Repercutiu uma discussão sobre se a universidade deveria abrir-se mais para o pensamento de direita. Houve quem enxergasse no argumento laivos de "Sobre a Liberdade", de John Stuart Mill, com sua ênfase no valor inerente da individualidade e da liberdade de expressão. Para o influente filósofo inglês oitocentista, uma opinião silenciada pode conter boa parte de verdade. Logo, diversidade e debate são eticamente saudáveis numa democracia, onde a razão estaria sempre com o povo, suposta expressão da vontade coletiva.
Mas argumento como intervenção racional no pensamento político precisa ser validado por prova prática. Isso ganha urgência nas mutações da experiência concreta, em que razão e percepção podem deixar de coincidir. São, portanto, viáveis alguns reparos empíricos à alegada ausência de direita no campo universitário.

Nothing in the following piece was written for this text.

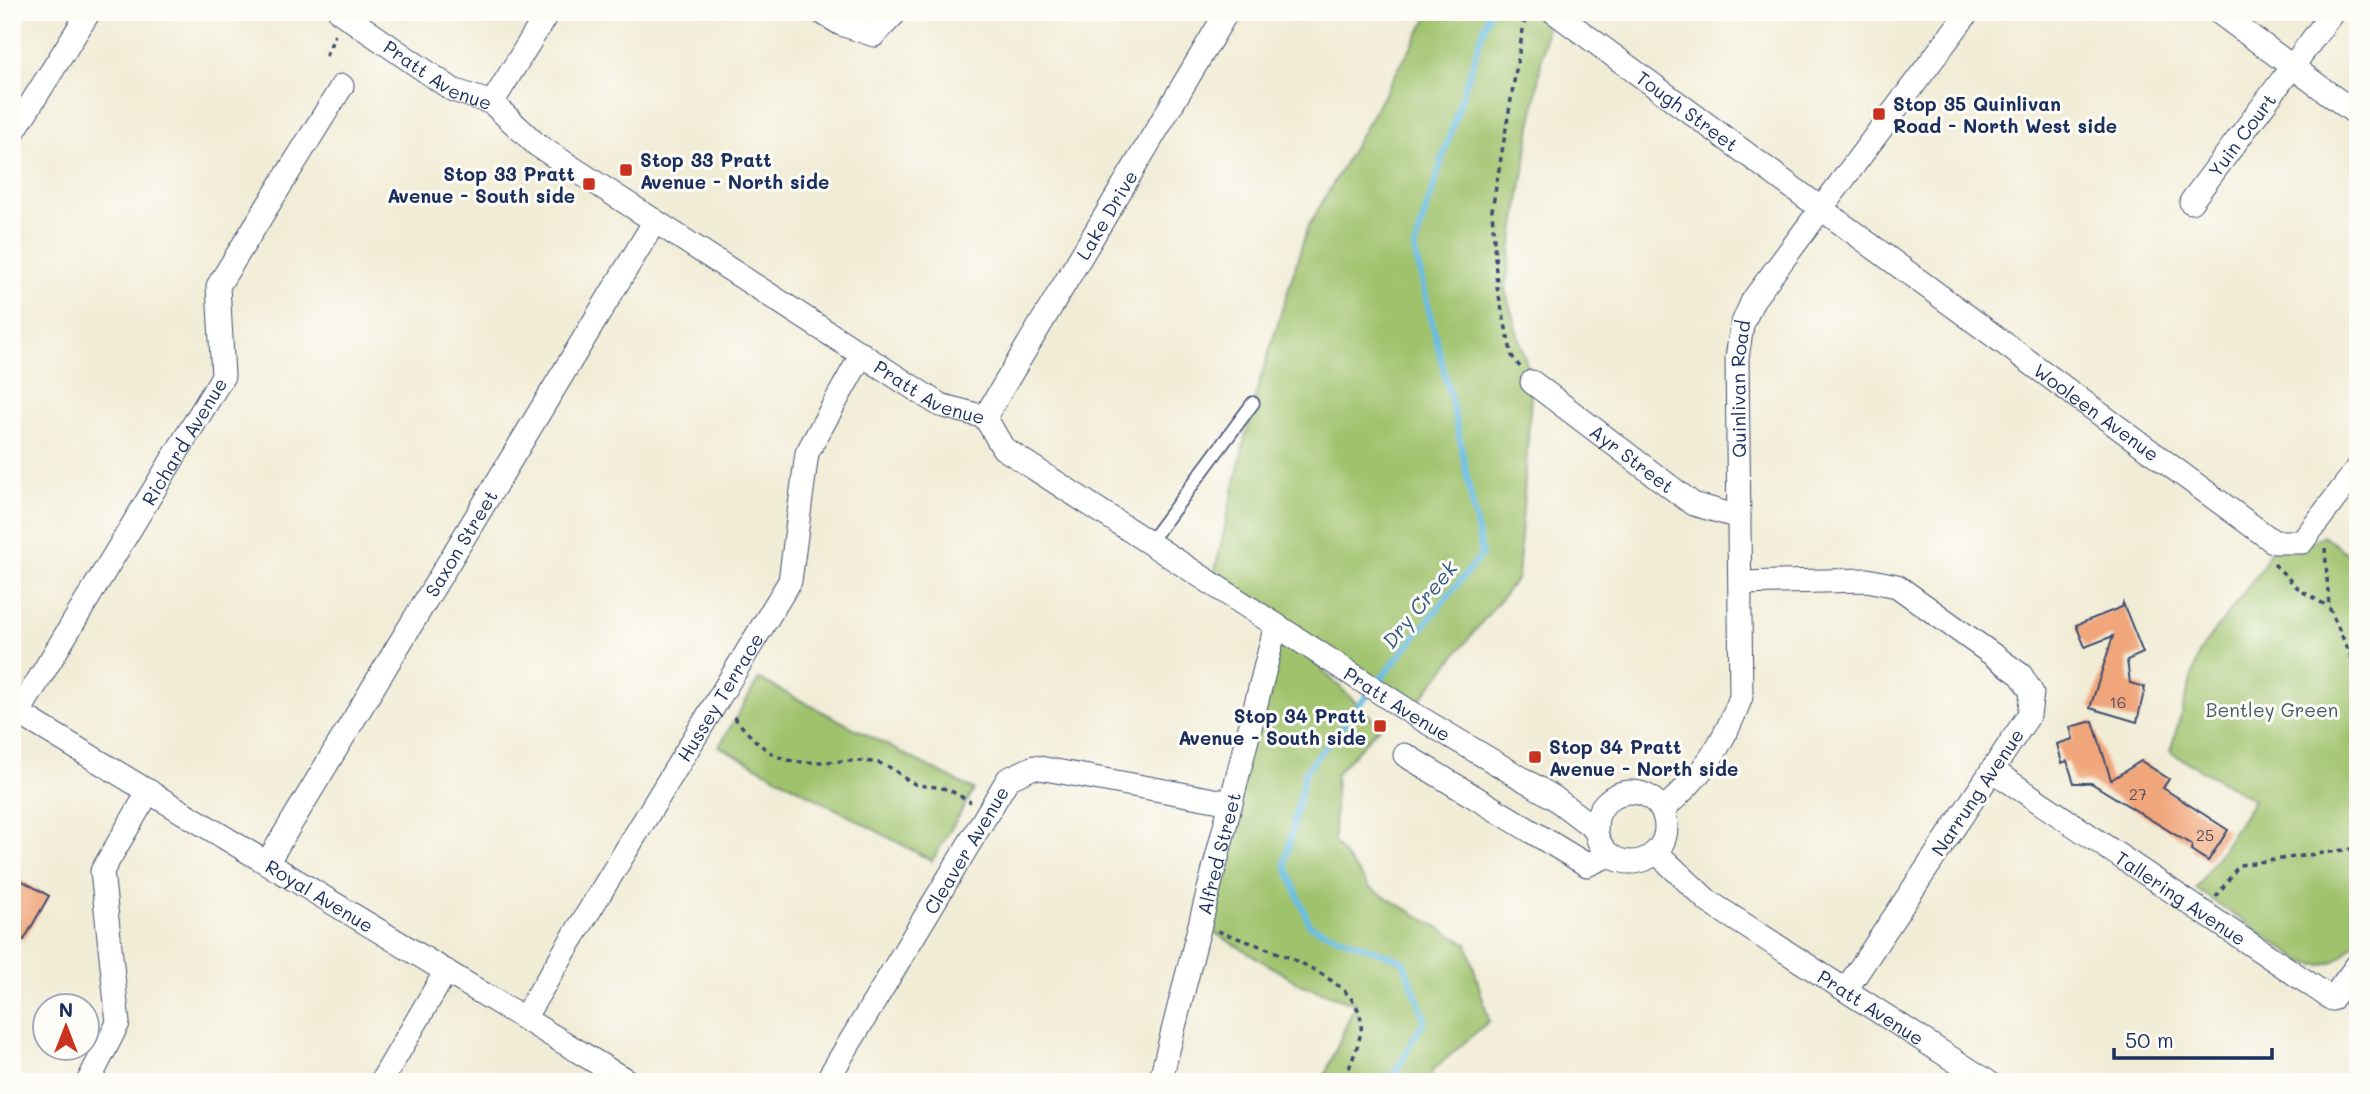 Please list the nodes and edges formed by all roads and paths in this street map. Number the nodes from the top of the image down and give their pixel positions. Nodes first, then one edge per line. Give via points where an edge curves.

É que em 50 anos de trabalho na maior universidade federal do país jamais tivemos percepção de domínio da esquerda, entendida como militância orientada pela revolução emancipatória. Esse foi sempre o fantasma útil da repressão. A realidade se matiza por silenciosa maioria conservadora, uma coorte de progressistas (centro-esquerda, social-democracia) e nichos convictos das utopias religiosamente reveladas pelo determinismo histórico.
A direita stricto-sensu, espectro reacionário de ideias, sempre esteve embuçada nas fileiras conservadoras. Calava por vergonha, mesmo durante a ditadura. Expõe-se agora como ultradireita, que é o brutalismo das situações extremas, apoiada no anonimato da desinformação das redes ou na blindagem parlamentar. Sem nada formular de interesse nacional, controla as duas casas legislativas federais, retrocede com religiosos a uma sinistra teocracia, realiza por ideologia o que os militares não conseguiram com armas.

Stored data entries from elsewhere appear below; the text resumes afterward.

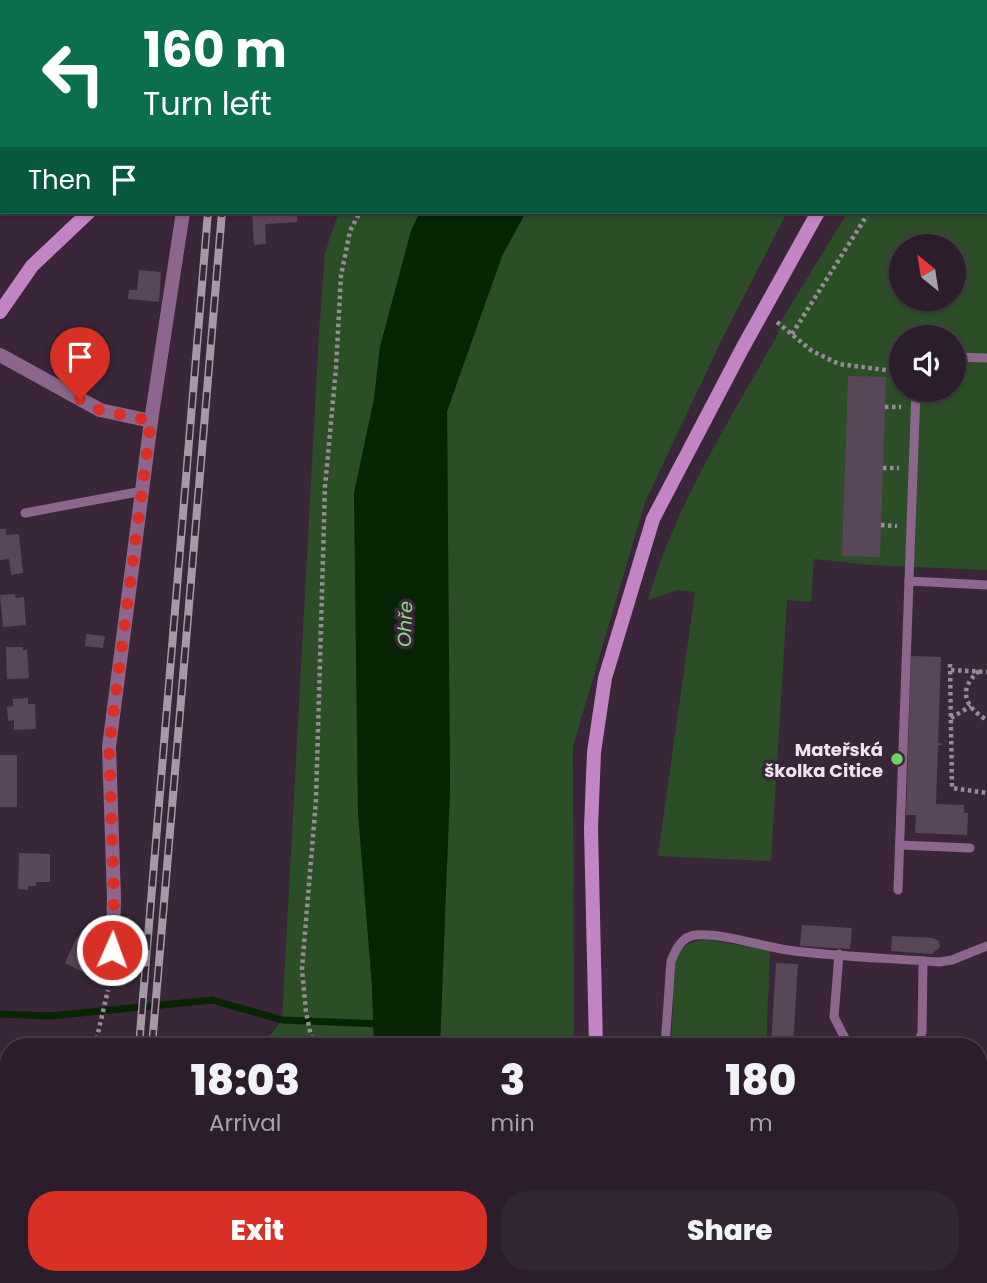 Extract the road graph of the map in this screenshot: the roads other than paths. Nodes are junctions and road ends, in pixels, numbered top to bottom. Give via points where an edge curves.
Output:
1 (87, 214) edge
2 (183, 214) edge
3 (817, 214) edge
4 (0, 312) edge
5 (0, 355) edge
6 (966, 357) edge
7 (987, 358) edge
8 (916, 402) edge
9 (151, 421) junction
10 (143, 491) junction
11 (25, 513) dead end
12 (909, 582) junction
13 (987, 584) edge
14 (900, 845) junction
15 (970, 848) dead end
16 (898, 890) dead end
17 (987, 946) edge
18 (839, 954) junction
19 (923, 961) junction
20 (111, 976) road end
21 (596, 1038) edge
22 (666, 1038) edge
23 (845, 1038) edge
24 (920, 1038) edge

1 - 4 street via 32,267
2 - 9 street
3 - 21 street via 653,519 606,677 594,752 591,828
5 - 9 street via 100,410
6 - 7 lane
8 - 12 lane
9 - 10 street
10 - 11 lane
10 - 20 street via 109,747 114,898
12 - 13 lane
12 - 14 lane
14 - 15 lane
14 - 16 lane
17 - 19 lane via 952,960
18 - 19 lane
18 - 22 lane via 688,937 671,961
18 - 23 lane via 834,1017
19 - 24 lane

Cabe, assim, duvidar da vontade dessa ultradireita de estar na universidade, espaço articulado, tanto nas ciências humanas como nas exatas, em torno da verdade. Aliás, direita e esquerda são termos antigos em que o mundo não mais se reconhece: o que é dado a ver ultrapassa qualquer realidade original. Politicamente, arma-se um projeto neobárbaro de poder, com as massas realocadas, da falência dos partidos populares, para a ultradireita.

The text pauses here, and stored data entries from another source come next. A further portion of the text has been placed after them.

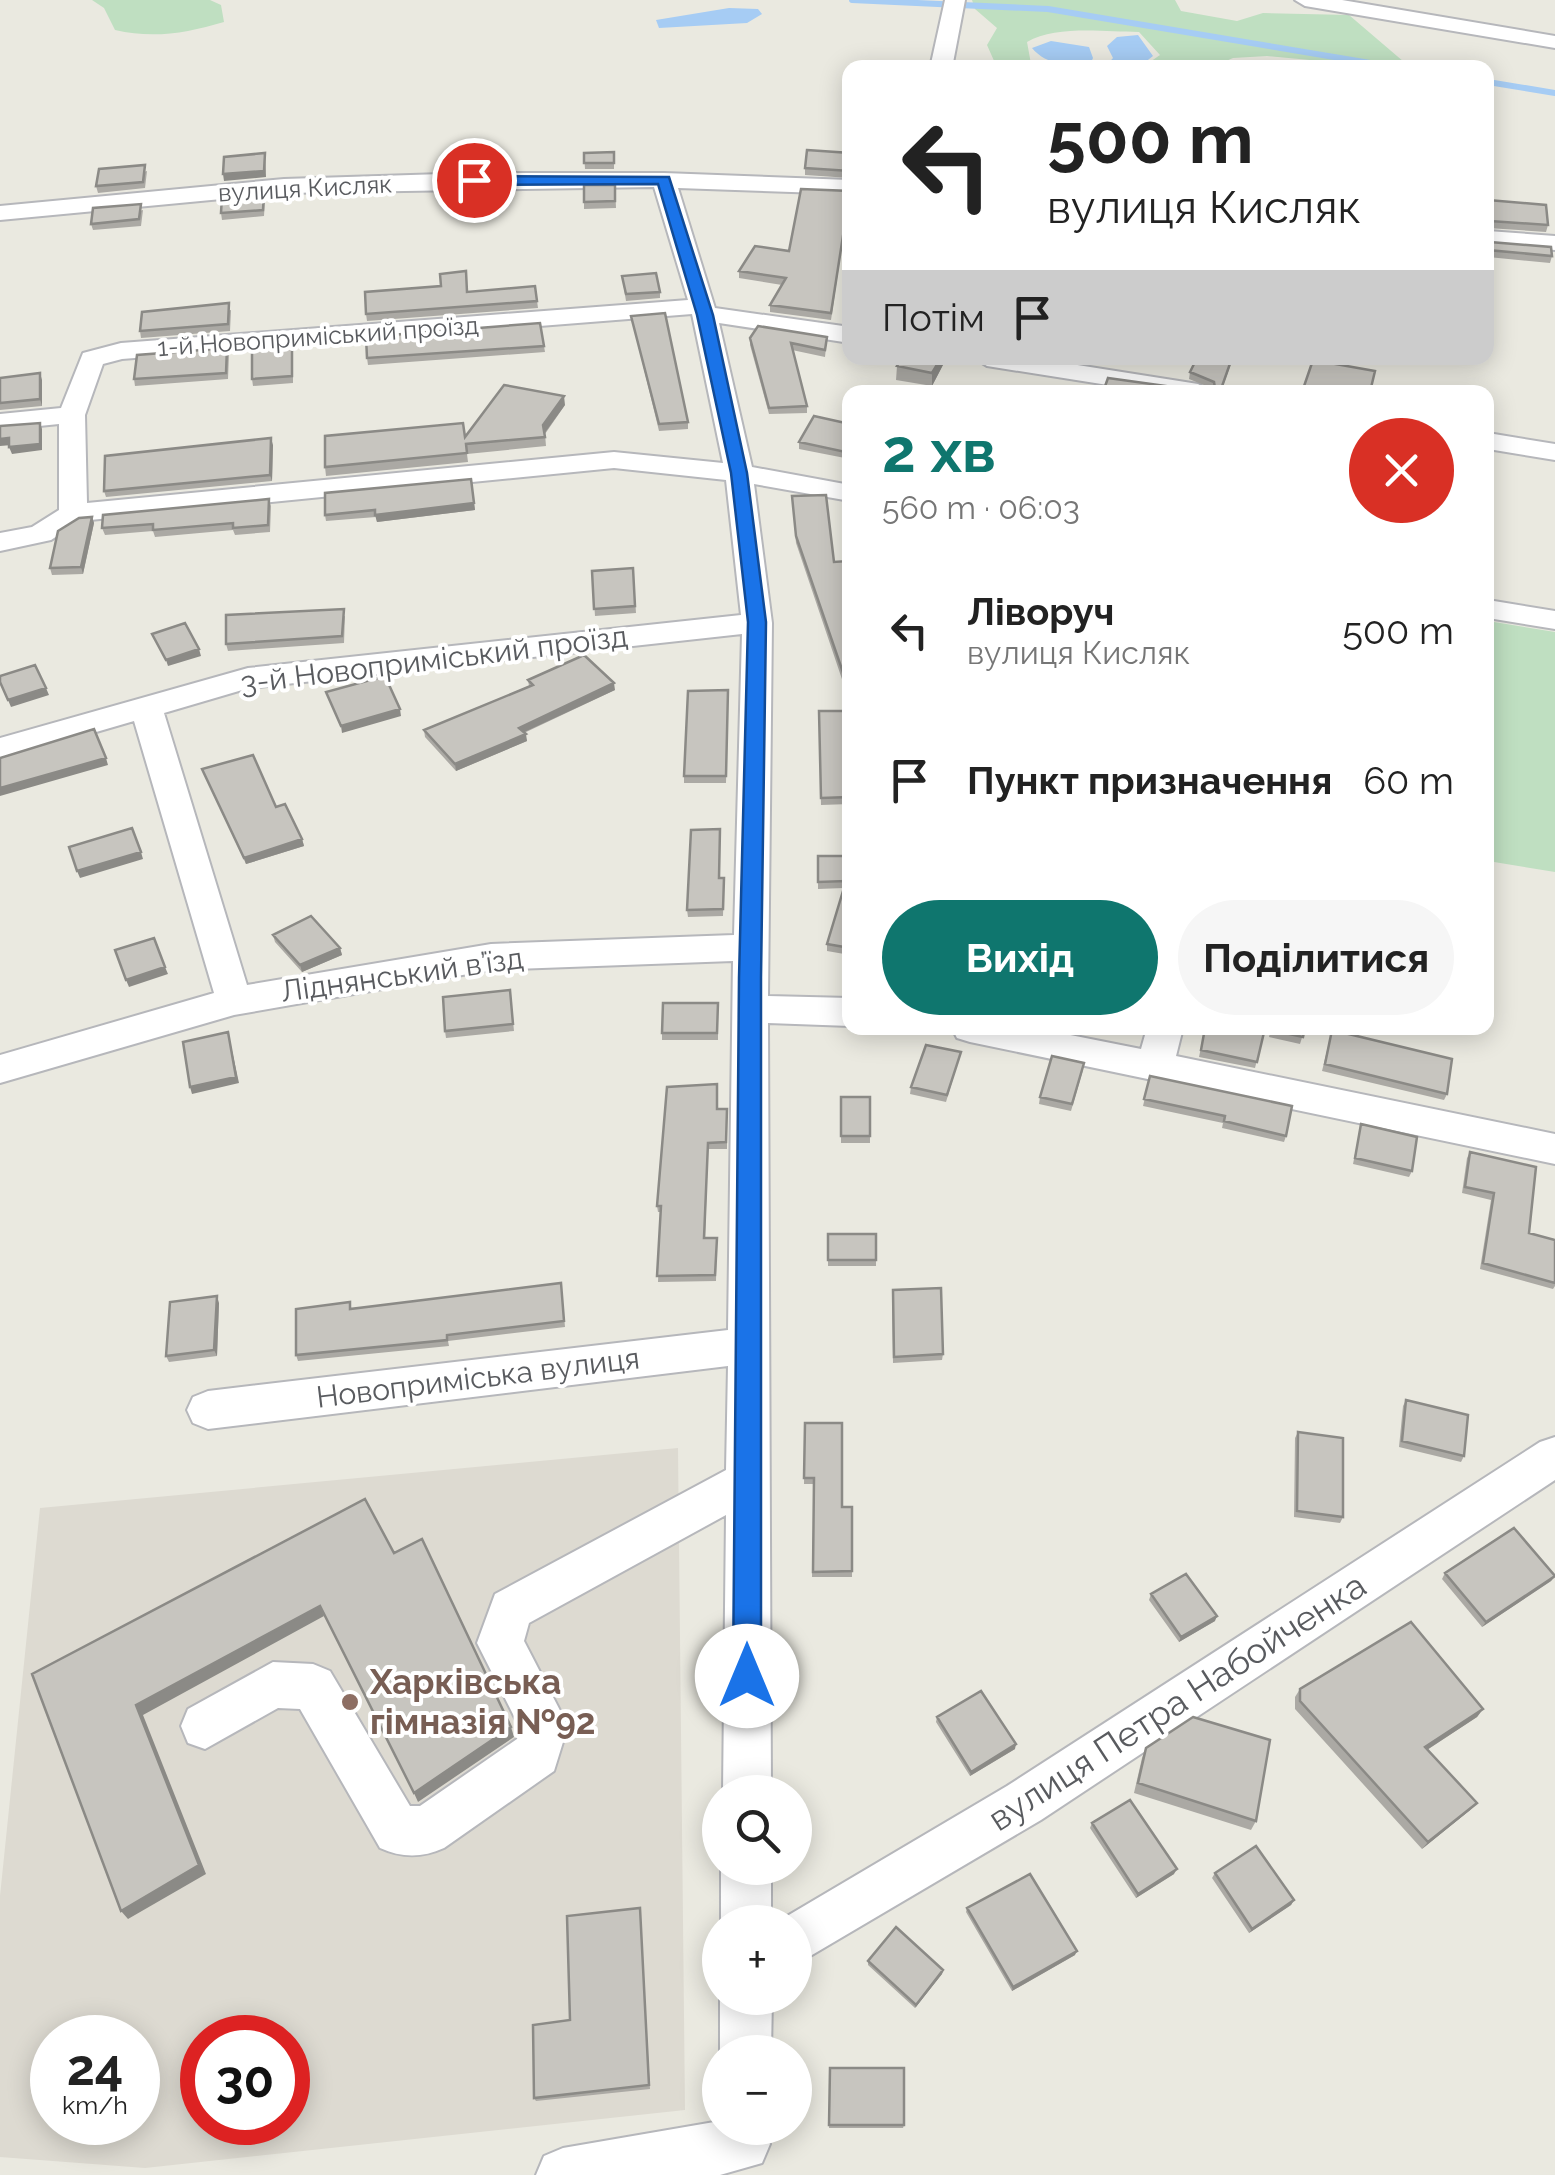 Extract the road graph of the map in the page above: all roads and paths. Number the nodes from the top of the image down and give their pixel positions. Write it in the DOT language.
graph roads {
  1 [pos="954,0"];
  2 [pos="1306,0"];
  3 [pos="1555,42"];
  4 [pos="943,60"];
  5 [pos="664,180"];
  6 [pos="842,187"];
  7 [pos="51,208"];
  8 [pos="0,212"];
  9 [pos="0,228"];
  10 [pos="1494,239"];
  11 [pos="1555,244"];
  12 [pos="703,310"];
  13 [pos="842,334"];
  14 [pos="1030,365"];
  15 [pos="1155,385"];
  16 [pos="72,415"];
  17 [pos="0,422"];
  18 [pos="1494,444"];
  19 [pos="1555,452"];
  20 [pos="739,473"];
  21 [pos="842,492"];
  22 [pos="73,514"];
  23 [pos="0,542"];
  24 [pos="1494,609"];
  25 [pos="1555,620"];
  26 [pos="757,622"];
  27 [pos="146,707"];
  28 [pos="0,749"];
  29 [pos="751,947"];
  30 [pos="234,1001"];
  31 [pos="750,1009"];
  32 [pos="842,1012"];
  33 [pos="1004,1035"];
  34 [pos="1162,1035"];
  35 [pos="1155,1066"];
  36 [pos="0,1069"];
  37 [pos="1555,1149"];
  38 [pos="748,1346"];
  39 [pos="208,1410"];
  40 [pos="1555,1456"];
  41 [pos="748,1481"];
  42 [pos="205,1726"];
  43 [pos="747,1775"];
  44 [pos="812,1930"];
  45 [pos="743,2149"];
  46 [pos="563,2175"];
  1 -- 4 [label="street"];
  2 -- 3 [label="street"];
  5 -- 6 [label="street, вулиця Кисляк"];
  5 -- 7 [label="street, вулиця Кисляк"];
  5 -- 12 [label="street"];
  7 -- 8 [label="street, вулиця Кисляк"];
  7 -- 9 [label="street"];
  10 -- 11 [label="street"];
  12 -- 13 [label="street"];
  12 -- 16 [label="street, 1-й Новоприміський проїзд"];
  12 -- 20 [label="street"];
  14 -- 15 [label="street"];
  16 -- 17 [label="street"];
  16 -- 22 [label="street, 1-й Новоприміський проїзд"];
  18 -- 19 [label="street"];
  20 -- 21 [label="street"];
  20 -- 22 [label="street"];
  20 -- 26 [label="street"];
  22 -- 23 [label="street"];
  24 -- 25 [label="street"];
  26 -- 27 [label="street, 3-й Новоприміський проїзд"];
  26 -- 29 [label="street"];
  27 -- 28 [label="street, 3-й Новоприміський проїзд"];
  27 -- 30 [label="street"];
  29 -- 30 [label="street, Ліднянський в’їзд"];
  29 -- 31 [label="street"];
  30 -- 36 [label="street, Ліднянський в’їзд"];
  31 -- 32 [label="street"];
  31 -- 38 [label="street"];
  33 -- 35 [label="street"];
  34 -- 35 [label="street"];
  35 -- 37 [label="street"];
  38 -- 39 [label="street, Новоприміська вулиця"];
  38 -- 41 [label="street"];
  40 -- 44 [label="street, вулиця Петра Набойченка"];
  41 -- 42 [label="street"];
  41 -- 43 [label="street"];
  45 -- 46 [label="street"];
}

Numa socio-ecologia da mentira, não é mais questão de pensamento, e sim de checagem de dados. Os extremistas sabem, como Thomas Jefferson, que "o preço da liberdade é a vigilância". Daí o recente ataque da câmara de horrores ao Netlab, laboratório de pesquisa em desinformação da ECO/UFRJ, assim como a outras iniciativas do gênero no Brasil e no mundo. Neobarbarismo, protofascismo são só termos aproximativos. O que há mesmo é pulsão brutalista de morte na dispersão de palavras, de sentido e de vida.